## Given information

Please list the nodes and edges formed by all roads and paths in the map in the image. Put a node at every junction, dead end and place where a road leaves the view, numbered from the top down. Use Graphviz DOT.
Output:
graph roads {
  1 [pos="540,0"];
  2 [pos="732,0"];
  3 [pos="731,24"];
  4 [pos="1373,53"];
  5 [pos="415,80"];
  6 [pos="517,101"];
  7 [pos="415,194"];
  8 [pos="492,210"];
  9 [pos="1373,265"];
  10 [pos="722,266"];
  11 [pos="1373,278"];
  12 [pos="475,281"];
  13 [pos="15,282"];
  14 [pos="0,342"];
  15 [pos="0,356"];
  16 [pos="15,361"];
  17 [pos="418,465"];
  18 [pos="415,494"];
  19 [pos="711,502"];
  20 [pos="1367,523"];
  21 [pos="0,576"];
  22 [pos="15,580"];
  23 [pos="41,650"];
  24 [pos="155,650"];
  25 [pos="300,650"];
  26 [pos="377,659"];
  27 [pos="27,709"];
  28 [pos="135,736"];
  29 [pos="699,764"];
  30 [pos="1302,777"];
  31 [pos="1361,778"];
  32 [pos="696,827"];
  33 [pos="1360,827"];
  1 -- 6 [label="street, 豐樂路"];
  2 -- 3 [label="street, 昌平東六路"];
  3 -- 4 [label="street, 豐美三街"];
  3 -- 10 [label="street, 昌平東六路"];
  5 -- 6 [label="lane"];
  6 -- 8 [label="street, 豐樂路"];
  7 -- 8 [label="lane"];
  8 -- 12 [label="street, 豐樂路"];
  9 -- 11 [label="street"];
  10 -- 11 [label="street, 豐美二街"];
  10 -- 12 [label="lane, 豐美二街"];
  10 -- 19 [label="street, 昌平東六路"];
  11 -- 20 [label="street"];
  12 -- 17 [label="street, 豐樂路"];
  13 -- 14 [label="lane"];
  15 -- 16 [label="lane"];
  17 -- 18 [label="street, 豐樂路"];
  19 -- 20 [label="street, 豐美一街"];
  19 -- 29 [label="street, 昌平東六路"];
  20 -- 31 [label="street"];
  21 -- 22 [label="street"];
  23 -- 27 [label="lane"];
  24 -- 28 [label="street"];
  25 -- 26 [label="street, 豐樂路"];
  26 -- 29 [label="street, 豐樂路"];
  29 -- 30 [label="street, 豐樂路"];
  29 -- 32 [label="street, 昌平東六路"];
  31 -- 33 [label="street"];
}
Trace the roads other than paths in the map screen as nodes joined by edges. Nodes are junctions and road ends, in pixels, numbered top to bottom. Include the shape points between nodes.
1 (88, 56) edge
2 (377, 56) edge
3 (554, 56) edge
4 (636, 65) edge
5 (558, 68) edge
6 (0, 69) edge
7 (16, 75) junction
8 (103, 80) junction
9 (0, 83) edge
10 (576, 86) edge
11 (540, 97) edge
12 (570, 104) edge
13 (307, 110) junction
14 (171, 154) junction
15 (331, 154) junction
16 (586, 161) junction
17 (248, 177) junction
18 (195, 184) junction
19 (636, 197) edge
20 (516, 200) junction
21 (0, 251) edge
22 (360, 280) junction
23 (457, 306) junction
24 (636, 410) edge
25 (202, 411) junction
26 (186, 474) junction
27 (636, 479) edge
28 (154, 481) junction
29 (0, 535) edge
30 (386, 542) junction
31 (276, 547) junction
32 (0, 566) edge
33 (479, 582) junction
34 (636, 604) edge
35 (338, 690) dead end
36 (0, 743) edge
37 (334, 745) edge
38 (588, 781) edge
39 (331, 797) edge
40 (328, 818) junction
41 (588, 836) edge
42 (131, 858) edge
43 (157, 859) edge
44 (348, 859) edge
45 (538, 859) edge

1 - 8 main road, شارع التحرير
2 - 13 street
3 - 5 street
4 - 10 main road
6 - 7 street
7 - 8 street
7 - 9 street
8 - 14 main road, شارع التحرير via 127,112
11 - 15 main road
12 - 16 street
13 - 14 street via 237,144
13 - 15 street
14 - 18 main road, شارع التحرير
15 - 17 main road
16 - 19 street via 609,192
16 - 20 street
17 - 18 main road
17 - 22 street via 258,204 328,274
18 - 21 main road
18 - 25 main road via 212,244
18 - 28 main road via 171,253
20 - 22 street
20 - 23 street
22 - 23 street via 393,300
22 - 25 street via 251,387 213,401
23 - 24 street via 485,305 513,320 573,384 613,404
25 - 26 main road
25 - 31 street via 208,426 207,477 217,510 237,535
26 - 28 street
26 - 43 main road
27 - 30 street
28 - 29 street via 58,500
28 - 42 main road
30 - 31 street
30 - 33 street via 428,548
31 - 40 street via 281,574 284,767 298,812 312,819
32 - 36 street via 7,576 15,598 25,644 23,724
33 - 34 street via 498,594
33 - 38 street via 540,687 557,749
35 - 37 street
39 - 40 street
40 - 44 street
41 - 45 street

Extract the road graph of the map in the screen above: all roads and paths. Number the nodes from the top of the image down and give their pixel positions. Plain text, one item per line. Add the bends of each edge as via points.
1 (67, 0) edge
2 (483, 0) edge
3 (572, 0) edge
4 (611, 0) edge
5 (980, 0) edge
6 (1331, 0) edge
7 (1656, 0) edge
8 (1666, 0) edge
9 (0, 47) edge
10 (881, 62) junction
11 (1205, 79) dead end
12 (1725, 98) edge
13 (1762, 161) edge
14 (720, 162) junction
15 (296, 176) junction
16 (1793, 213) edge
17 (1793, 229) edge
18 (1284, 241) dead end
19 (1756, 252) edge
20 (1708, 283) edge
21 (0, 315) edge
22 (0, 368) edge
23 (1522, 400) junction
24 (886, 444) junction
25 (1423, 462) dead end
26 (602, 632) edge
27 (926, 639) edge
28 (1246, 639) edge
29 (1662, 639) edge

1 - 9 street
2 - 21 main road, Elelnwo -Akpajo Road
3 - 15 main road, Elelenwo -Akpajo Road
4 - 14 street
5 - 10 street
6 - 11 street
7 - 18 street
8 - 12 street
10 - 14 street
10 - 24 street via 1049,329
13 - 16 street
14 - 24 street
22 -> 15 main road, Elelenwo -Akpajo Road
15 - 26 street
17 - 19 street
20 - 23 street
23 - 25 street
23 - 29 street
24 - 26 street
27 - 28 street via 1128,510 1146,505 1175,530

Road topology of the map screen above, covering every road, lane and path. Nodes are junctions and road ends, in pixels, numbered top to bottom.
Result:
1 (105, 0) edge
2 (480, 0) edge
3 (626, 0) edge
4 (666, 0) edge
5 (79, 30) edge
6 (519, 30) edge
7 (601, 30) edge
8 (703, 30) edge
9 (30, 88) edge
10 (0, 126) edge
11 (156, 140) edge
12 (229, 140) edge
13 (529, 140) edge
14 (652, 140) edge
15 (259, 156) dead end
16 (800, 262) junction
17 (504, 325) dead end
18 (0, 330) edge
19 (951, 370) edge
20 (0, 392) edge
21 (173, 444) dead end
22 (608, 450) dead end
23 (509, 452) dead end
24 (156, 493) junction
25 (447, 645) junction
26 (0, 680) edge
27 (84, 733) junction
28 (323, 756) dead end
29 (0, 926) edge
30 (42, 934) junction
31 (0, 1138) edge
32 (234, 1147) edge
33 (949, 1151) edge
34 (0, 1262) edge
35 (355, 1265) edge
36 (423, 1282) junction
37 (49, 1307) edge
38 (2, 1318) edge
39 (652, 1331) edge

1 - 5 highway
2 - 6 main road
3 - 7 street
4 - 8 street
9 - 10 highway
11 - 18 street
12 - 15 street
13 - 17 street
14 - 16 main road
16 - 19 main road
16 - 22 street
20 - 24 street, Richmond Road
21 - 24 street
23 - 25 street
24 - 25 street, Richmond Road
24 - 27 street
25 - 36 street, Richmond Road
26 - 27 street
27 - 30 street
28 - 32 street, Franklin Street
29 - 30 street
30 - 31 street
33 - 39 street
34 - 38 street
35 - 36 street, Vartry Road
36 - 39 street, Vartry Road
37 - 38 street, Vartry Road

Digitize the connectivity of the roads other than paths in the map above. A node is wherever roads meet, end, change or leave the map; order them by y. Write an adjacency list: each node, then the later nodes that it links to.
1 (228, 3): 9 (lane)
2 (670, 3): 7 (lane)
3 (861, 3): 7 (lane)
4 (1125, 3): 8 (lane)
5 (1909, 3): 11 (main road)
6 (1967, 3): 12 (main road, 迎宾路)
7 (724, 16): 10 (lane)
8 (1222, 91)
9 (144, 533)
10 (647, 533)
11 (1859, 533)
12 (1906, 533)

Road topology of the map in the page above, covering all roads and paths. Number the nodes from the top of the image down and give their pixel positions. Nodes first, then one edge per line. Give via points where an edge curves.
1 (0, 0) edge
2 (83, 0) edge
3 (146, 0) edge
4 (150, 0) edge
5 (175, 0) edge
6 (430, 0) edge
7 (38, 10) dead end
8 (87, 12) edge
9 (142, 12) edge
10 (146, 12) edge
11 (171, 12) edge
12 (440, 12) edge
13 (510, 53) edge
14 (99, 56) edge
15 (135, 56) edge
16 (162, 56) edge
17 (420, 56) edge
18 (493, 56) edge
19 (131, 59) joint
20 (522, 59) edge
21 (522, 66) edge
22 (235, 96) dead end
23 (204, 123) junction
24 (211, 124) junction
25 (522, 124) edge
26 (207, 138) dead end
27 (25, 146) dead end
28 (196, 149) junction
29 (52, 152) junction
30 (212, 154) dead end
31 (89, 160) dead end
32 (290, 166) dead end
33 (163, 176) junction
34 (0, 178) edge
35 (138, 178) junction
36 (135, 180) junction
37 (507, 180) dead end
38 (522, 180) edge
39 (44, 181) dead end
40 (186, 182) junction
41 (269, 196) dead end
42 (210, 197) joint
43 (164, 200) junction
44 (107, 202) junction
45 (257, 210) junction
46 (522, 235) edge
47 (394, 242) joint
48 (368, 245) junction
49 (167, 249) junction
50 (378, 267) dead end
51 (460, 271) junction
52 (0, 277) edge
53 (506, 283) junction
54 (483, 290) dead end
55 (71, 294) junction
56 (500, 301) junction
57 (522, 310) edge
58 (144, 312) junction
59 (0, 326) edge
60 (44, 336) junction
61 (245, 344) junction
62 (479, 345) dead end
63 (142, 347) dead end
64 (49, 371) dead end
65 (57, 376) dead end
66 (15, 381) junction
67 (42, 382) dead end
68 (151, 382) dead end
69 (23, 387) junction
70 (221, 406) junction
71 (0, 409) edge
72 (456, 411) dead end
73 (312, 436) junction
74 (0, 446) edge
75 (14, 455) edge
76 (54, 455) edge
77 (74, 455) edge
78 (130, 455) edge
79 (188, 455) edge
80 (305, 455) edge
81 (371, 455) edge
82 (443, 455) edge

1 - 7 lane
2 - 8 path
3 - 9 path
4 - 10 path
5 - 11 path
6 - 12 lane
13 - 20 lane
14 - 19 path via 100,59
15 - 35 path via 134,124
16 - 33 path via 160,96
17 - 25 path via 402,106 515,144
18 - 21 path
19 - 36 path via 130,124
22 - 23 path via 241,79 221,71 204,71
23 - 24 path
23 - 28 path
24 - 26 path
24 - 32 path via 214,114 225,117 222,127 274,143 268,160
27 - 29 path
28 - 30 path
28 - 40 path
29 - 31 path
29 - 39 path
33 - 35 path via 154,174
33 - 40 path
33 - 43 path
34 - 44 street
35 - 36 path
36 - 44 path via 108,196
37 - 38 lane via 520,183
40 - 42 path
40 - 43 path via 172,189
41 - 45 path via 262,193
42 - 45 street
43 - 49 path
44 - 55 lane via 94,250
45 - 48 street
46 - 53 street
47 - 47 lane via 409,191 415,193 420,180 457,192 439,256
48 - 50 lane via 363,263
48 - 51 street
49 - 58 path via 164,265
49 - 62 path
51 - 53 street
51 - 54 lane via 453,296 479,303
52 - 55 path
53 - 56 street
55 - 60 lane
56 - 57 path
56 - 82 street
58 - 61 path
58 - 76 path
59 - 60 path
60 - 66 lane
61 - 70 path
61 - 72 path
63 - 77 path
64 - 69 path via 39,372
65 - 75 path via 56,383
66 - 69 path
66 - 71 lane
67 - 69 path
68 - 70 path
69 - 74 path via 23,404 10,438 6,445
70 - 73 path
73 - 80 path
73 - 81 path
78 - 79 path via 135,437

## What the task requires
Check each line of the data above for the string "than", and copy the ones that have it.

## Response to the task
Trace the roads other than paths in the map screen as nodes joined by edges. Nodes are junctions and road ends, in pixels, numbered top to bottom. Include the shape points between nodes.
Digitize the connectivity of the roads other than paths in the map above. A node is wherever roads meet, end, change or leave the map; order them by y. Write an adjacency list: each node, then the later nodes that it links to.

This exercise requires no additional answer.